Start of Source data
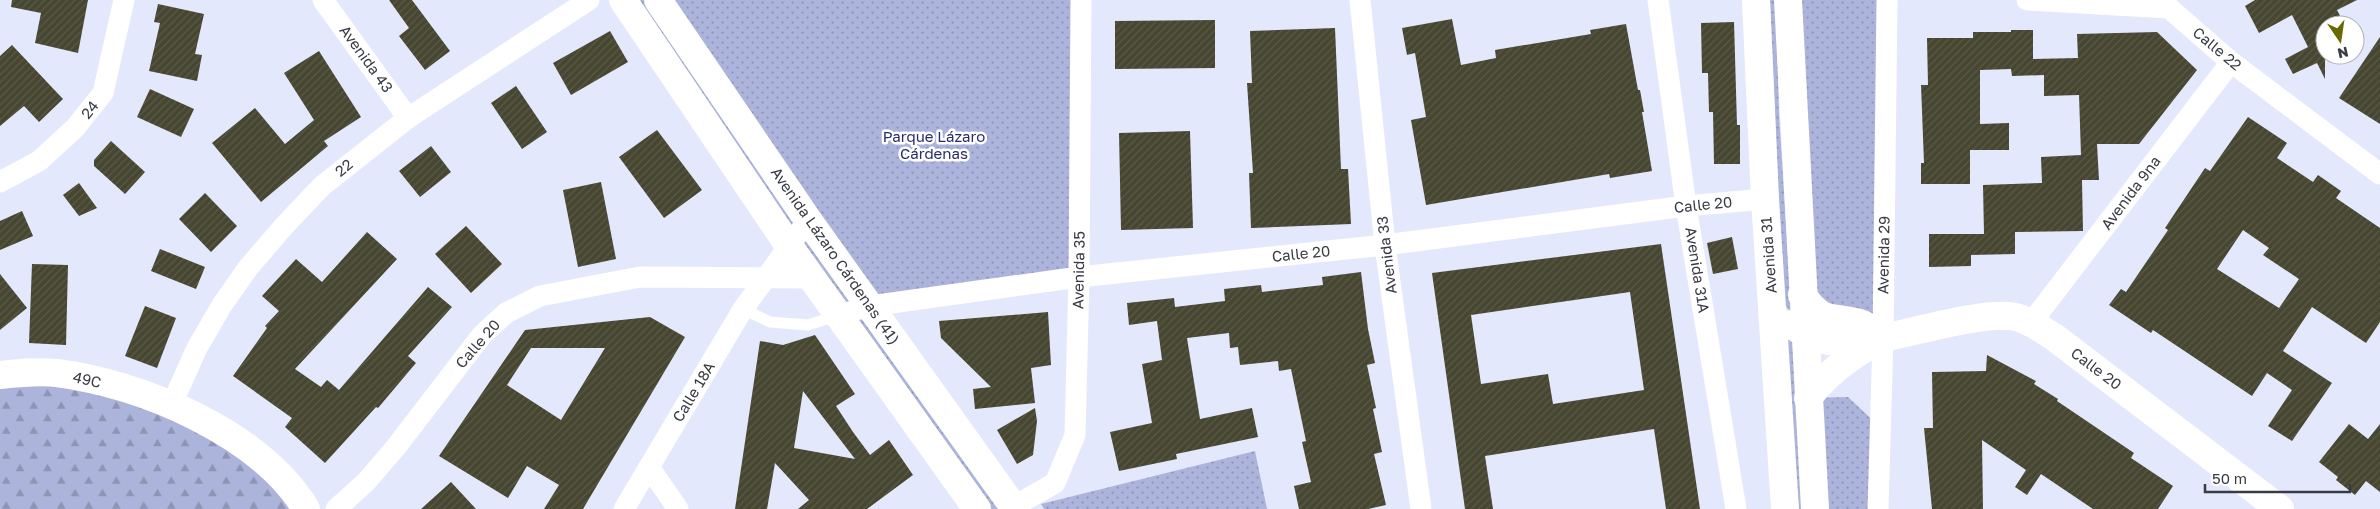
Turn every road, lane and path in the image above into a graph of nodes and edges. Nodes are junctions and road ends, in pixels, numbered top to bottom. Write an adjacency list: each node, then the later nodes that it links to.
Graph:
1 (124, 0): 17 (street, 24)
2 (323, 0): 15 (street, Avenida 43)
3 (589, 0): 15 (street, 22)
4 (623, 0): 22 (main road, Avenida Lázaro Cárdenas (41))
5 (658, 0): 20 (main road, Avenida Lázaro Cárdenas (41))
6 (1081, 0): 24 (street, Avenida 35)
7 (1360, 0): 21 (street, Avenida 33)
8 (1658, 0): 19 (street, Avenida 31A)
9 (1756, 0): 18 (main road, Avenida 31)
10 (1788, 0): 27 (main road, Avenida 31)
11 (1887, 0): 33 (street, Avenida 29)
12 (2027, 0): 13 (street, Calle 22)
13 (2173, 3): 14 (street, Calle 22)
14 (2231, 62): 16 (street, Calle 22); 31 (street, Avenida 9na)
15 (408, 118): 36 (street, 22)
16 (2380, 174)
17 (0, 182)
18 (1765, 199): 19 (street, Calle 20); 26 (main road, Avenida 31)
19 (1686, 206): 21 (street, Calle 20); 45 (street, Avenida 31A)
20 (808, 220): 22 (street); 28 (main road, Avenida Lázaro Cárdenas (41))
21 (1385, 245): 24 (street, Calle 20); 44 (street, Avenida 33)
22 (789, 246): 23 (street); 25 (main road, Avenida Lázaro Cárdenas (41))
23 (766, 277): 25 (street, Calle 20); 29 (street, Calle 18A); 39 (street, Calle 20)
24 (1079, 277): 28 (street, Calle 20); 43 (street, Avenida 35)
25 (812, 278): 30 (main road, Avenida Lázaro Cárdenas (41))
26 (1772, 294): 32 (main road); 46 (main road, Avenida 31)
27 (1802, 295): 32 (main road, Avenida 31); 33 (main road)
28 (870, 306): 30 (street, Calle 20); 43 (main road, Avenida Lázaro Cárdenas (41))
29 (744, 309): 30 (lane); 37 (street, Calle 18A)
30 (839, 315): 42 (main road, Avenida Lázaro Cárdenas (41))
31 (2031, 323): 33 (main road, Calle 20); 49 (main road, Calle 20)
32 (1804, 335): 33 (main road); 35 (main road, Avenida 31)
33 (1883, 338): 35 (main road); 48 (street, Avenida 29)
34 (0, 375): 36 (main road, 49C)
35 (1808, 398): 47 (main road, Avenida 31)
36 (171, 406): 38 (main road, 49C)
37 (649, 467): 40 (street, Calle 18A); 41 (street)
38 (306, 509)
39 (336, 509)
40 (624, 509)
41 (678, 509)
42 (977, 509)
43 (1013, 509)
44 (1421, 509)
45 (1736, 509)
46 (1785, 509)
47 (1815, 509)
48 (1878, 509)
49 (2280, 509)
End of Source data
== Exercise prompt ==
Reproduce the listing word for word. Do not carry over the pictures.

== Solved exercise ==
Turn every road, lane and path in the image above into a graph of nodes and edges. Nodes are junctions and road ends, in pixels, numbered top to bottom. Write an adjacency list: each node, then the later nodes that it links to.
Graph:
1 (124, 0): 17 (street, 24)
2 (323, 0): 15 (street, Avenida 43)
3 (589, 0): 15 (street, 22)
4 (623, 0): 22 (main road, Avenida Lázaro Cárdenas (41))
5 (658, 0): 20 (main road, Avenida Lázaro Cárdenas (41))
6 (1081, 0): 24 (street, Avenida 35)
7 (1360, 0): 21 (street, Avenida 33)
8 (1658, 0): 19 (street, Avenida 31A)
9 (1756, 0): 18 (main road, Avenida 31)
10 (1788, 0): 27 (main road, Avenida 31)
11 (1887, 0): 33 (street, Avenida 29)
12 (2027, 0): 13 (street, Calle 22)
13 (2173, 3): 14 (street, Calle 22)
14 (2231, 62): 16 (street, Calle 22); 31 (street, Avenida 9na)
15 (408, 118): 36 (street, 22)
16 (2380, 174)
17 (0, 182)
18 (1765, 199): 19 (street, Calle 20); 26 (main road, Avenida 31)
19 (1686, 206): 21 (street, Calle 20); 45 (street, Avenida 31A)
20 (808, 220): 22 (street); 28 (main road, Avenida Lázaro Cárdenas (41))
21 (1385, 245): 24 (street, Calle 20); 44 (street, Avenida 33)
22 (789, 246): 23 (street); 25 (main road, Avenida Lázaro Cárdenas (41))
23 (766, 277): 25 (street, Calle 20); 29 (street, Calle 18A); 39 (street, Calle 20)
24 (1079, 277): 28 (street, Calle 20); 43 (street, Avenida 35)
25 (812, 278): 30 (main road, Avenida Lázaro Cárdenas (41))
26 (1772, 294): 32 (main road); 46 (main road, Avenida 31)
27 (1802, 295): 32 (main road, Avenida 31); 33 (main road)
28 (870, 306): 30 (street, Calle 20); 43 (main road, Avenida Lázaro Cárdenas (41))
29 (744, 309): 30 (lane); 37 (street, Calle 18A)
30 (839, 315): 42 (main road, Avenida Lázaro Cárdenas (41))
31 (2031, 323): 33 (main road, Calle 20); 49 (main road, Calle 20)
32 (1804, 335): 33 (main road); 35 (main road, Avenida 31)
33 (1883, 338): 35 (main road); 48 (street, Avenida 29)
34 (0, 375): 36 (main road, 49C)
35 (1808, 398): 47 (main road, Avenida 31)
36 (171, 406): 38 (main road, 49C)
37 (649, 467): 40 (street, Calle 18A); 41 (street)
38 (306, 509)
39 (336, 509)
40 (624, 509)
41 (678, 509)
42 (977, 509)
43 (1013, 509)
44 (1421, 509)
45 (1736, 509)
46 (1785, 509)
47 (1815, 509)
48 (1878, 509)
49 (2280, 509)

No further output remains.